Sostenibilità, futuro del Pianeta, difesa del territorio, transizione ecologica: parole e concetti che hanno attraversato il dibattito negli ultimi anni, soprattutto davanti agli allarmi lanciati ripetutamente dagli studiosi. Allarmi che hanno trovato una loro forza politica nelle rivendicazioni e nelle proteste di attivisti in tutto il mondo, in simboli che hanno segnato un’epoca. Da più parti si ripete che il pianeta non ha scelta, non hanno scelta i singoli paesi e nemmeno le realtà locali. O si cambia passo tutti insieme e si investe su un futuro sostenibile o si rischia di uccidere il futuro delle prossime generazioni. Nonostante questa dimensione di urgenza, però, si finisce sempre per trovare il modo per un rinvio, per la riproposizione di vecchi schemi, di deroghe, di deviazioni pericolose. L’Italia, in questo, è un terreno di osservazione esemplare. La guerra russo-ucraina, con il suo violento impatto, economico e ambientale, ha immediatamente messo da parte le buone intenzioni, più potenziali che concrete, circa il cambiamento in ottica green.
Se già prima del conflitto, il ministro della Transizione Ecologica, Cingolani, mostrava posizioni molto discutibili e non compatibili con il nome altisonante del suo ministero, dopo lo scoppio della guerra, la ragion di Stato, l’economia, la crisi del gas e la necessità di una autonomia energetica dalla Russia hanno monopolizzato il dibattito, emarginando qualsiasi posizione ecologista. Poco importa se è proprio il ritardo nel ridimensionamento del fossile e nel conseguente sviluppo di energie alternative da fonti rinnovabili a mettere a nudo la debolezza del sistema energetico italiano. Inutile spiegare che attuare un piano di trivellazioni per l’estrazione di gas, ad esempio, non ridurrebbe l’enorme dipendenza dal gas straniero. Altrettanto inutile provare a ricordare che il solo periodo in cui la percentuale di dipendenza energetica dall’estero si è ridotta in modo importante è stato quello nel quale si è scelto di incentivare l’energia rinnovabile (fino a quando il governo Renzi non ha deciso di fermare tutto).

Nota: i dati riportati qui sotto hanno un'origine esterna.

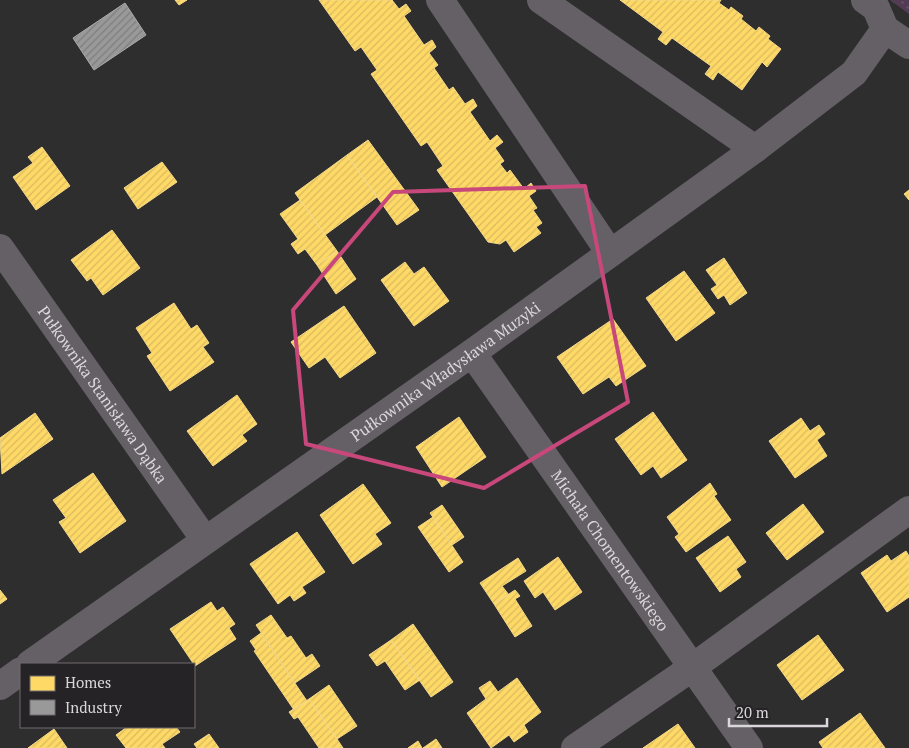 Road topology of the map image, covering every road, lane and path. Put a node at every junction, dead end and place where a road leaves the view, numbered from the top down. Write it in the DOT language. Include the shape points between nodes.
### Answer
graph roads {
  1 [pos="440,0"];
  2 [pos="541,0"];
  3 [pos="866,0"];
  4 [pos="885,28"];
  5 [pos="909,45"];
  6 [pos="755,149"];
  7 [pos="0,248"];
  8 [pos="610,253"];
  9 [pos="472,353"];
  10 [pos="909,510"];
  11 [pos="205,540"];
  12 [pos="31,663"];
  13 [pos="693,666"];
  14 [pos="20,672"];
  15 [pos="0,686"];
  16 [pos="575,748"];
  17 [pos="749,748"];
  1 -- 8 [label="street"];
  2 -- 6 [label="street"];
  3 -- 4 [label="street" via="876,8"];
  4 -- 5 [label="street"];
  4 -- 6 [label="street, Pułkownika Władysława Muzyki" via="854,73"];
  6 -- 8 [label="street, Pułkownika Władysława Muzyki"];
  7 -- 11 [label="street, Pułkownika Stanisława Dąbka"];
  8 -- 9 [label="street, Pułkownika Władysława Muzyki"];
  9 -- 11 [label="street, Pułkownika Władysława Muzyki"];
  9 -- 13 [label="street, Michała Chomentowskiego"];
  10 -- 13 [label="street"];
  11 -- 12 [label="street, Pułkownika Władysława Muzyki"];
  13 -- 16 [label="street"];
  13 -- 17 [label="street, Michała Chomentowskiego"];
  14 -- 15 [label="street"];
}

Non serve, perché la parola d’ordine è energia fossile. Centrali a carbone da rimettere in funzione, trivellazioni per recuperare vanamente un po’ di gas. Insomma, la guerra è diventata il grimaldello per scardinare qualsiasi resistenza “ambientalista”, con la bandiera dell’emergenza da sventolare con forza, con l’aiuto di media compiacenti, per convincere l’opinione pubblica che la sola strada è quella. La strategia la conosciamo molto bene, è stata replicata sistematicamente nella storia industriale di questo Paese. C’è sempre una ragione superiore e urgente per non occuparsi della salute dei territori e dei cittadini che li popolano. Una volta è l’occupazione, la fame, il lavoro, un’altra volta è il rischio di un inverno al freddo, un’altra ancora l’emergenza rifiuti e il rischio igienico-sanitario, e via dicendo. E questo vale anche per l’industria turistica, quella che deturpa o minaccia luoghi intrisi di bellezza e di storia in nome del profitto, del lavoro, dell’occupazione.

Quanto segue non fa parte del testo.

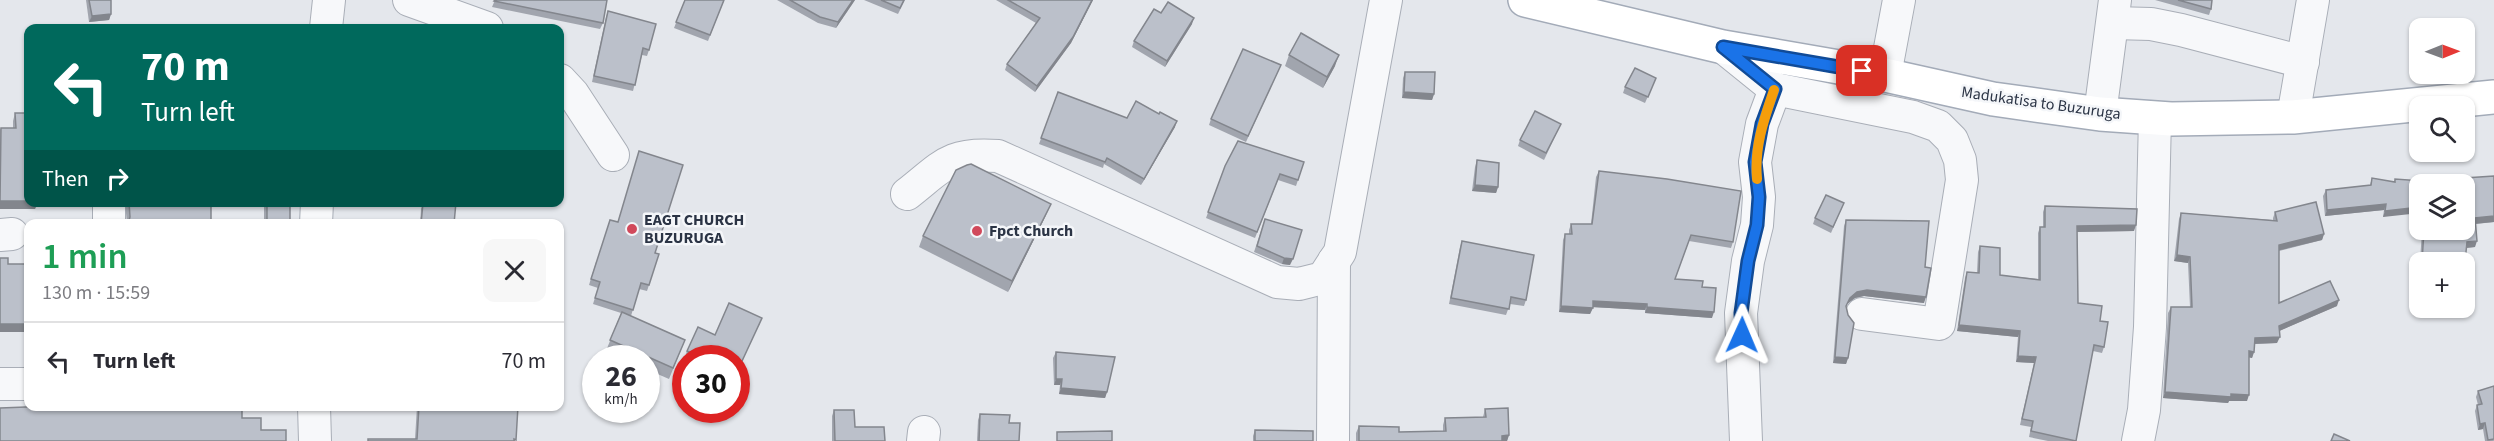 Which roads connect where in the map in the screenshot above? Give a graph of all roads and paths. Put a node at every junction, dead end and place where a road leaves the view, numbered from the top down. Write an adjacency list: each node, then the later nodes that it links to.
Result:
1 (329, 0): 8 (street)
2 (409, 0): 9 (street)
3 (1386, 0): 21 (street)
4 (1525, 0): 10 (main road, Madukatisa to Buzuruga)
5 (1899, 0): 12 (street)
6 (2313, 0): 11 (street)
7 (2114, 12): 11 (street); 16 (street)
8 (326, 24)
9 (476, 24)
10 (1723, 47): 12 (main road, Madukatisa to Buzuruga); 14 (street)
11 (2302, 62): 17 (street)
12 (1885, 75): 16 (main road, Madukatisa to Buzuruga)
13 (564, 84): 19 (street)
14 (1775, 89): 22 (street); 28 (street)
15 (2494, 97): 17 (main road, Madukatisa to Buzuruga)
16 (2100, 114): 18 (main road, Madukatisa to Buzuruga)
17 (2293, 117): 18 (main road, Madukatisa to Buzuruga)
18 (2155, 118): 29 (street)
19 (613, 155)
20 (907, 194): 21 (street)
21 (1334, 261): 27 (street)
22 (1862, 314)
23 (0, 384): 24 (street)
24 (24, 384)
25 (314, 411): 26 (street)
26 (315, 441)
27 (1333, 441)
28 (1746, 441)
29 (2138, 441)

È sempre singolare constatare poi come la soluzione più rapida da prospettare sia sempre quella che, di fatto, è complice del problema che si intende risolvere. Si risponde agli effetti economici della guerra con soluzioni vecchie, ossia le fonti fossili (con annessi gli interessi politico-economici collegati), che in qualche modo quel conflitto lo hanno nutrito e generato. Si risponde all’emergenza spazzatura a Roma, non correggendo i disastri di anni segnati da gestioni sconsiderate e dall’assenza di politiche serie sulla differenziata, ma dando la possibilità (in deroga al piano regionale rifiuti che non lo prevedeva) di realizzare un termovalorizzatore, peraltro di vecchia generazione, per bruciare i rifiuti, con tutto quel che comporta in termini di emissioni e di ulteriori rischi per la salute dei cittadini.
Insomma, siamo fermi sempre al palo. L’incapacità ormai endemica della nostra classe dirigente di avere una visione a lungo termine, porta ad affrontare i problemi sempre con logiche emergenziali, riproponendo soluzioni sbrigative (e nocive) e tremendamente vecchie. Come avviene anche con il nucleare, con i suoi sostenitori che cercano di convincerci della sicurezza delle centrali di nuova generazione, ma poi fanno scena muta sulle scorie, sulla loro gestione, soprattutto in un Paese inquinato dalle mafie, sullo stoccaggio e sull’impossibilità di garantire il “rischio zero”. Questa maniera di ragionare, di affrontare le questioni lo riscontriamo in tutti gli ambiti, compresi quelli che coinvolgono i diritti delle persone.
Lottare contro tutto questo, in un Paese come l’Italia, con i suoi sistemi radicati, fatti di complicità tacite e alleanze oscure e trasversali, richiede un’enorme pazienza, una forza e una costanza che solo una informazione corretta e indipendente, la condivisione delle competenze e una solidarietà intergenerazionale possono assicurare. Ecco perché i movimenti e le voci a sostegno dell’ambiente devono crescere ancora e devono trovare una forma politica (non necessariamente partitica) unita e autonoma, che possa inserirsi con prepotenza in un dibattito terribilmente massificato, mediaticamente blindato e votato all’emergenza, nel quale chi ha un’opinione diversa, per avere spazio e ascolto, deve prima di tutto difendersi dal fuoco incrociato. Non un bel segnale di democrazia, certo, ma questa è l’Italia e bisogna farci i conti. E, soprattutto, farsi trovare preparati.